A iniciativa reconhece que as consequências desse tipo de violência não se esgotam na esfera criminal, afetando também a segurança e a dignidade no ambiente de trabalho.
Neste artigo, você vai entender como a medida deve funcionar, quais são os seus possíveis impactos para empresas e profissionais, e em que etapa está a tramitação do texto no Congresso.
Leia com atenção para entender se a estabilidade após assédio já foi aprovada, e quais são as mudanças que o Projeto pode fazer na CLT!
Projeto de Lei prevê estabilidade no trabalho após assédio
O Projeto de Lei Complementar 158/24, atualmente em análise na Câmara dos Deputados, propõe uma medida de proteção à trabalhadora que sofrer assédio sexual no ambiente de trabalho.
De acordo com o texto, a vítima que registrar boletim de ocorrência terá garantida a estabilidade no emprego por seis meses, contados a partir da formalização da denúncia.
A proposta também prevê alternativas nos casos em que a permanência da vítima na empresa seja considerada inviável, como quando há ruptura de confiança entre as partes.
Nesses cenários, a estabilidade será convertida em uma indenização em dobro, correspondente à rescisão de contrato por prazo indeterminado.
Outro ponto abordado pelo projeto diz respeito às denúncias falsas. Caso fique comprovada a má-fé da trabalhadora, o empregador poderá aplicar a justa causa, conforme previsto na Consolidação das Leis do Trabalho (CLT).
Segundo a deputada Rogéria Santos, autora da proposta, o objetivo da medida é oferecer um mínimo de segurança à profissional que decide denunciar, considerando que, em muitos casos, a exposição resulta em retaliações, demissões forçadas ou abandono do emprego por medo de isolamento.
A deputada destaca ainda que a ausência de proteção contribui para a manutenção de um ambiente de silêncio, que favorece a continuidade dos abusos.
“As vítimas, muitas vezes, enfrentam retaliações, demissões arbitrárias ou são obrigadas a pedir demissão, temendo a exposição, o isolamento ou a falta de apoio após denunciarem os abusos.
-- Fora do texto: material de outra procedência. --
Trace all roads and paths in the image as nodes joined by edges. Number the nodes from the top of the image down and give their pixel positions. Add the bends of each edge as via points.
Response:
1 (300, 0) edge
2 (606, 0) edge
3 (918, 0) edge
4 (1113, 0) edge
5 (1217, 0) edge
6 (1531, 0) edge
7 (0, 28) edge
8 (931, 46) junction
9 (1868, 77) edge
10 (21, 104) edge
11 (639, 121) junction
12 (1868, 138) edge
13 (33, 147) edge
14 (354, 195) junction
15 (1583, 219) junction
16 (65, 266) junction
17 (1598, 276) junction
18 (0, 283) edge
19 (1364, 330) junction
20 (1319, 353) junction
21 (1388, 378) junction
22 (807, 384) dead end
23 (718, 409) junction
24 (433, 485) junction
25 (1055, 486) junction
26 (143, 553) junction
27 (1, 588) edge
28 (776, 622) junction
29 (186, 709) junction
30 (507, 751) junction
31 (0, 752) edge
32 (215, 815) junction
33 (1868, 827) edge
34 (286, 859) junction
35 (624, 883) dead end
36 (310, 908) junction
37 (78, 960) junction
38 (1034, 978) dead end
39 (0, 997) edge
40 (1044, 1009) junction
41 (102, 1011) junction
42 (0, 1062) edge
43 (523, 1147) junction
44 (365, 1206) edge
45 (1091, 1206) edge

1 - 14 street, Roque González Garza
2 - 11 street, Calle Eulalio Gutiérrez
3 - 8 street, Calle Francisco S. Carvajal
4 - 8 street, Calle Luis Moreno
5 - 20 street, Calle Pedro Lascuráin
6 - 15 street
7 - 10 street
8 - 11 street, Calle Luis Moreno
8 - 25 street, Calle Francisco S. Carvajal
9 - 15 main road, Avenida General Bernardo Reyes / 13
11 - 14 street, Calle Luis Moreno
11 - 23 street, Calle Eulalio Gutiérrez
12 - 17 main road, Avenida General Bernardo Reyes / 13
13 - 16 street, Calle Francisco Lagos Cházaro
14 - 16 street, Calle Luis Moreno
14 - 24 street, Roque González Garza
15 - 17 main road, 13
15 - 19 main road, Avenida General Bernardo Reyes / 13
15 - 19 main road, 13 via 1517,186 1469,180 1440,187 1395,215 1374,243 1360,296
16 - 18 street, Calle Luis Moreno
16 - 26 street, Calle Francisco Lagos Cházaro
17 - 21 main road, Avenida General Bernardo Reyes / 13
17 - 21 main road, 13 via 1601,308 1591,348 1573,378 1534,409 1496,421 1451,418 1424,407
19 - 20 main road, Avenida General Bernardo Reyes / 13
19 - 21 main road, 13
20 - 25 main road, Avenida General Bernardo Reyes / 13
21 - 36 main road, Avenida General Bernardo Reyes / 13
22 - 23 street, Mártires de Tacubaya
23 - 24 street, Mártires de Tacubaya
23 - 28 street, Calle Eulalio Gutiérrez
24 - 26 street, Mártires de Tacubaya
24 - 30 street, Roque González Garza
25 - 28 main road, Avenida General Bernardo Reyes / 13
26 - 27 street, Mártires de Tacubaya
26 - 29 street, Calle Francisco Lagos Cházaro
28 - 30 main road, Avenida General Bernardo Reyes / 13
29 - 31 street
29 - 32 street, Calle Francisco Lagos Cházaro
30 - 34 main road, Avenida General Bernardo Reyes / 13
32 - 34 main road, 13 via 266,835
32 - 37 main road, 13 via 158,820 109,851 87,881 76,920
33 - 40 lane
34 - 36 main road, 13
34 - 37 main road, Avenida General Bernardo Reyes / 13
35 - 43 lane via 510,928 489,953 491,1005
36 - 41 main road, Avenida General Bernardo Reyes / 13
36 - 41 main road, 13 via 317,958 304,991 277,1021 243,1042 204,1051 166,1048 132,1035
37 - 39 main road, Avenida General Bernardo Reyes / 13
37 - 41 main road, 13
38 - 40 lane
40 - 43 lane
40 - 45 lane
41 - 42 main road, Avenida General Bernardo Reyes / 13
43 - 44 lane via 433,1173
Esse ciclo de intimidação inibe a denúncia e perpetua o silêncio sobre essas práticas abusivas”, explica a autora da proposta.
Mas, afinal de contas, como a estabilidade após assédio vai funcionar na prática? Continue lendo para conhecer as novas regras!
Estabilidade após assédio: como funciona?
O Projeto de Lei Complementar 158/24 estabelece um mecanismo específico de proteção para trabalhadoras que formalizam denúncia de assédio sexual no ambiente profissional.
A proposta acrescenta uma nova forma de estabilidade no emprego, com duração de seis meses, contados a partir do registro do boletim de ocorrência.
Essa estabilidade tem o objetivo de impedir que a vítima seja demitida de forma arbitrária após a denúncia, garantindo que ela tenha respaldo jurídico durante o período mais delicado do processo.
A proteção está alinhada ao artigo 7º, inciso I, da Constituição Federal, que trata da proteção contra demissão sem justa causa.
A proposta detalha ainda três situações específicas sobre como essa estabilidade deverá funcionar:
Estabilidade por seis meses após assédio
- A partir do momento em que a vítima formaliza a denúncia de assédio sexual por meio do boletim de ocorrência, a empresa fica proibida de demiti-la sem justa causa pelo período de seis meses.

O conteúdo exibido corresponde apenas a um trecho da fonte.